Lilia Topouzova

Assistant Professor

Campus

Fields of Study

Biography

Lilia Topouzova is a historian and a documentary filmmaker whose interdisciplinary work explores the relationship between remembering and forgetting. She studies and teaches the history and legacy of Eastern European communism, creative nonfiction, oral history, political violence, transitional justice, memory, and gender studies. Her academic research appears in the American Historical Review, Gender & History, Routledge Handbook of Memory and Place, Journal of Visual Literacy, and the Cambridge Encyclopedia of Transitional Justice.
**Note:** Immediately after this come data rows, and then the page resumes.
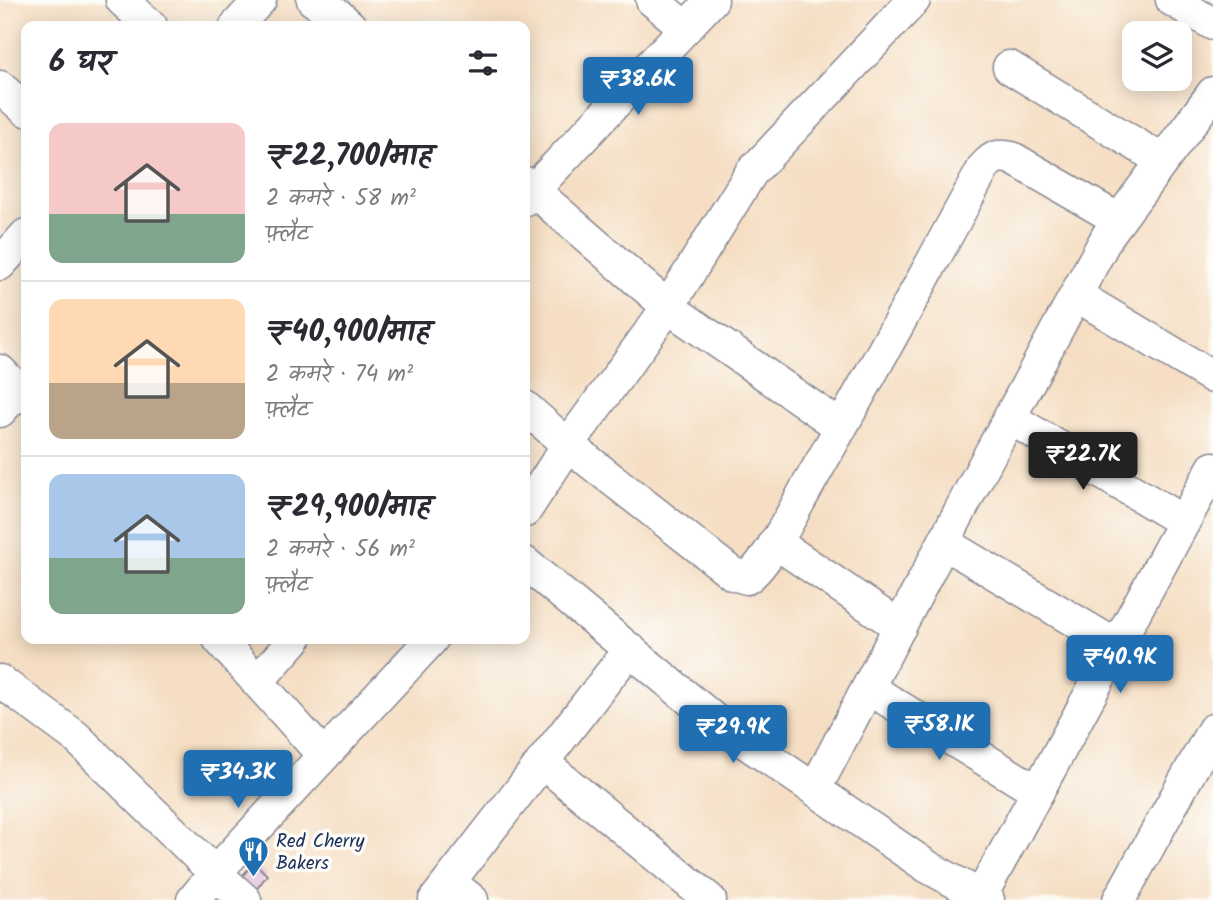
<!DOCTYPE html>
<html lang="hi">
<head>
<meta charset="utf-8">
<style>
	:root { --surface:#fff; --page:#f7f7f7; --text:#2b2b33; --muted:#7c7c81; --line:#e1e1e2; --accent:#1f6fb2 }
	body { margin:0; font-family:Kalam,"Playpen Sans Deva",sans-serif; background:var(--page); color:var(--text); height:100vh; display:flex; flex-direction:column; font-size:26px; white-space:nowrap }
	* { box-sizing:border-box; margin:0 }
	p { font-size:23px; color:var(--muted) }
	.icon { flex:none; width:38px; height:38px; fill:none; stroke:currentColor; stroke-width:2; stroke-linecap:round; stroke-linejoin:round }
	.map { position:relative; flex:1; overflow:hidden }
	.sheet { position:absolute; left:21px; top:21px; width:509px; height:623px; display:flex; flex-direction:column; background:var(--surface); border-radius:14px; box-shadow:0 4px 18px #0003 }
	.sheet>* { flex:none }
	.fabs { position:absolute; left:1122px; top:21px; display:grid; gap:14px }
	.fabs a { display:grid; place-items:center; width:70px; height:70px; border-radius:14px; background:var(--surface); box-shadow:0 4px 18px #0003; font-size:35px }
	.price { position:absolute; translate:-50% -60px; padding:0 16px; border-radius:7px; background:var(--accent); color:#fff; font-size:23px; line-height:46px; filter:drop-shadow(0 2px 4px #0008) }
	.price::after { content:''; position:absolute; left:50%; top:42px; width:21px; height:16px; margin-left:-10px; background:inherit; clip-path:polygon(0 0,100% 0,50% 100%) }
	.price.active { background:#222; color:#fff }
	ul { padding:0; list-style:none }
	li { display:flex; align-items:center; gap:21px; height:175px; padding:0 28px }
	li+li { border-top:2px solid var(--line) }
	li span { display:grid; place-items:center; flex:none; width:196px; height:140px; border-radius:14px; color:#555 }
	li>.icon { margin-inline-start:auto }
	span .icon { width:84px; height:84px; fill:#fffc; stroke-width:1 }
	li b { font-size:30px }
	h2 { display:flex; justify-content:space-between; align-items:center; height:84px; padding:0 28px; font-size:30px }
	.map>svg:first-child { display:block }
	.building { fill:#d8b3d4 }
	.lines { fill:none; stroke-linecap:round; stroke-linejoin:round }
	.minor-casing { stroke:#888690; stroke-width:35 }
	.minor { stroke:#fff; stroke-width:32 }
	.labels { text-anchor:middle; stroke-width:7; stroke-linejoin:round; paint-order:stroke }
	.poi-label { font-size:19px; fill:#1b2f5e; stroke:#fdfcf7; text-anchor:start }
</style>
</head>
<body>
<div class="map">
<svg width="1213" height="900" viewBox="0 0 1213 900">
	<rect width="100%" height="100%" fill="#fdfcf7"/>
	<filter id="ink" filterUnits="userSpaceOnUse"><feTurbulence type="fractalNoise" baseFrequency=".0143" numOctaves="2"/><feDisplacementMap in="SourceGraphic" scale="14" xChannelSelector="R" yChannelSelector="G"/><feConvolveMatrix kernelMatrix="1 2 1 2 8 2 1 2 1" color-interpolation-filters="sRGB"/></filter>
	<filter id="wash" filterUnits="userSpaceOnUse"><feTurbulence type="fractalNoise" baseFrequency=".00686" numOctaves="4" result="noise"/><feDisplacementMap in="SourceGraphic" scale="28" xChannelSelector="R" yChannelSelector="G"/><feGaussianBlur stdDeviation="1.57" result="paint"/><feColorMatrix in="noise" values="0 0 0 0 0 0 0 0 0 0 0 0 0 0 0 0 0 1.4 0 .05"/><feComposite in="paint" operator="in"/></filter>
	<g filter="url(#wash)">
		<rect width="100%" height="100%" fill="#f5dec3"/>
		<g id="blocks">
			<path class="building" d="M254 862 267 875 253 894 239 880Z"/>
		</g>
	</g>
	<g filter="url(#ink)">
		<use href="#blocks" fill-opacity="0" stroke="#888690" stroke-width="2"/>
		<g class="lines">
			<defs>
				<path id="minor" d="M122 0 151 26
					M313 0 339 16 350 26
					M652 0 686 28
					M1172 0 1213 24
					M236 26 260 0
					M1009 67 1163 161
					M0 87 26 110
					M525 183 668 307 841 427
					M525 199 712 0
					M0 264 26 235
					M1076 295 1213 377
					M0 371 26 397
					M525 407 568 445 733 574 747 578C770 561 795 507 811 480 870 377 927 272 984 167 993 156 999 155 1012 158L1119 220
					M0 411 20 389
					M1010 418 1184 522
					M525 511 568 445 668 307 751 173 914 0
					M775 542 900 627
					M944 543 1117 646
					M525 563 723 727 928 867 988 900
					M219 639 323 755
					M0 681 76 737 215 873 245 900
					M257 682 295 639
					M868 688 1038 792
					M542 762 710 900
					M815 789 983 467 1108 235 1213 93
					M449 882 472 900
					M981 896 1213 468
					M193 900 215 873 432 639
					M435 900 630 649
					M1119 900 1213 730"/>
			</defs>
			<use href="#minor" class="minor-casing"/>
			<use href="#minor" class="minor"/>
		</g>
	</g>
	<defs>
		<symbol id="restaurant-pin" viewBox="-11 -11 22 30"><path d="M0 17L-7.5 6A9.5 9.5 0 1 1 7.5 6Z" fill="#1f6fb2" stroke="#fdfcf7"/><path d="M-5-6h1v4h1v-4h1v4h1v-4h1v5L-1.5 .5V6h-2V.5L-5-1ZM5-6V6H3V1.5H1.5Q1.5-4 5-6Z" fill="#fff"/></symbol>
	</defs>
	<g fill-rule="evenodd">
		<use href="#restaurant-pin" x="236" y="834" width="35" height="47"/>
	</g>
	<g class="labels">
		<g class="poi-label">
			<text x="276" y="847">Red Cherry<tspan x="276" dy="22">Bakers</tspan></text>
		</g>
	</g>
</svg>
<div class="fabs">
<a><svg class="icon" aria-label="layers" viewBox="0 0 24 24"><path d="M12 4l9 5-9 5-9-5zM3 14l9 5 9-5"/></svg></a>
</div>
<b class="price" style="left:638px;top:117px">₹38.6K</b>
<b class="price active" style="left:1083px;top:492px">₹22.7K</b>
<b class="price" style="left:1120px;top:695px">₹40.9K</b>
<b class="price" style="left:939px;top:762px">₹58.1K</b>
<b class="price" style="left:733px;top:765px">₹29.9K</b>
<b class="price" style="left:238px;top:810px">₹34.3K</b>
<section class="sheet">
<h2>6 घर<svg class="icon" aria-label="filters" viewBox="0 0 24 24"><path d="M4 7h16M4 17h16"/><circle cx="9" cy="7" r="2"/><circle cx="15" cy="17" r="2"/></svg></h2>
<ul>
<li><span style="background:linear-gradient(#f6c9c9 65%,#7fa58c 0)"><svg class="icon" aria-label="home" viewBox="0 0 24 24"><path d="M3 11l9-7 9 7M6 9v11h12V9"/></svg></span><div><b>₹22,700/माह</b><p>2 कमरे · 58 m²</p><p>फ़्लैट</p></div></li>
<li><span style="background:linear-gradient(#ffd9b3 60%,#b9a48a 0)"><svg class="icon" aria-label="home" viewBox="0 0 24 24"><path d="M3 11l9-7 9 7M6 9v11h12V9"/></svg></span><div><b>₹40,900/माह</b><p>2 कमरे · 74 m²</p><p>फ़्लैट</p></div></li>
<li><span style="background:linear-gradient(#a9c7e8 60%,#7fa58c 0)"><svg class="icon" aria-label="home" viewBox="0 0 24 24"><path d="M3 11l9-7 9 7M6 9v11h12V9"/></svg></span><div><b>₹29,900/माह</b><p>2 कमरे · 56 m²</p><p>फ़्लैट</p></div></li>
</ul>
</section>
</div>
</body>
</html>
Professor Topouzova is the writer of the critically acclaimed documentary The Mosquito Problem & Other Stories, which premiered at the Cannes Film Festival and TIFF, and received more than twenty-five awards, including the Human Rights Award at the Sarajevo Film Festival in 2007. Her other films include a feature-length documentary on immigration Saturnia (2012), distributed by the Canadian Museum of Immigration at Pier 21. She is currently completing her book manuscript, Reclaiming Memory: The History and Legacy of the Bulgarian Gulag and she is production of her third film, Anaanaga: My Mother.

Prof. Topouzova held fellowships at Brown University in the US, York University in Toronto, the Centre for Contemporary History (ZZF) at the University of Potsdam in Germany, and at the Center for Oral History and Digital Storytelling in Concordia University in Montreal. Her work has been supported by, among others, the Social Science and Humanities Research Council of Canada and the Canada Council for the Arts.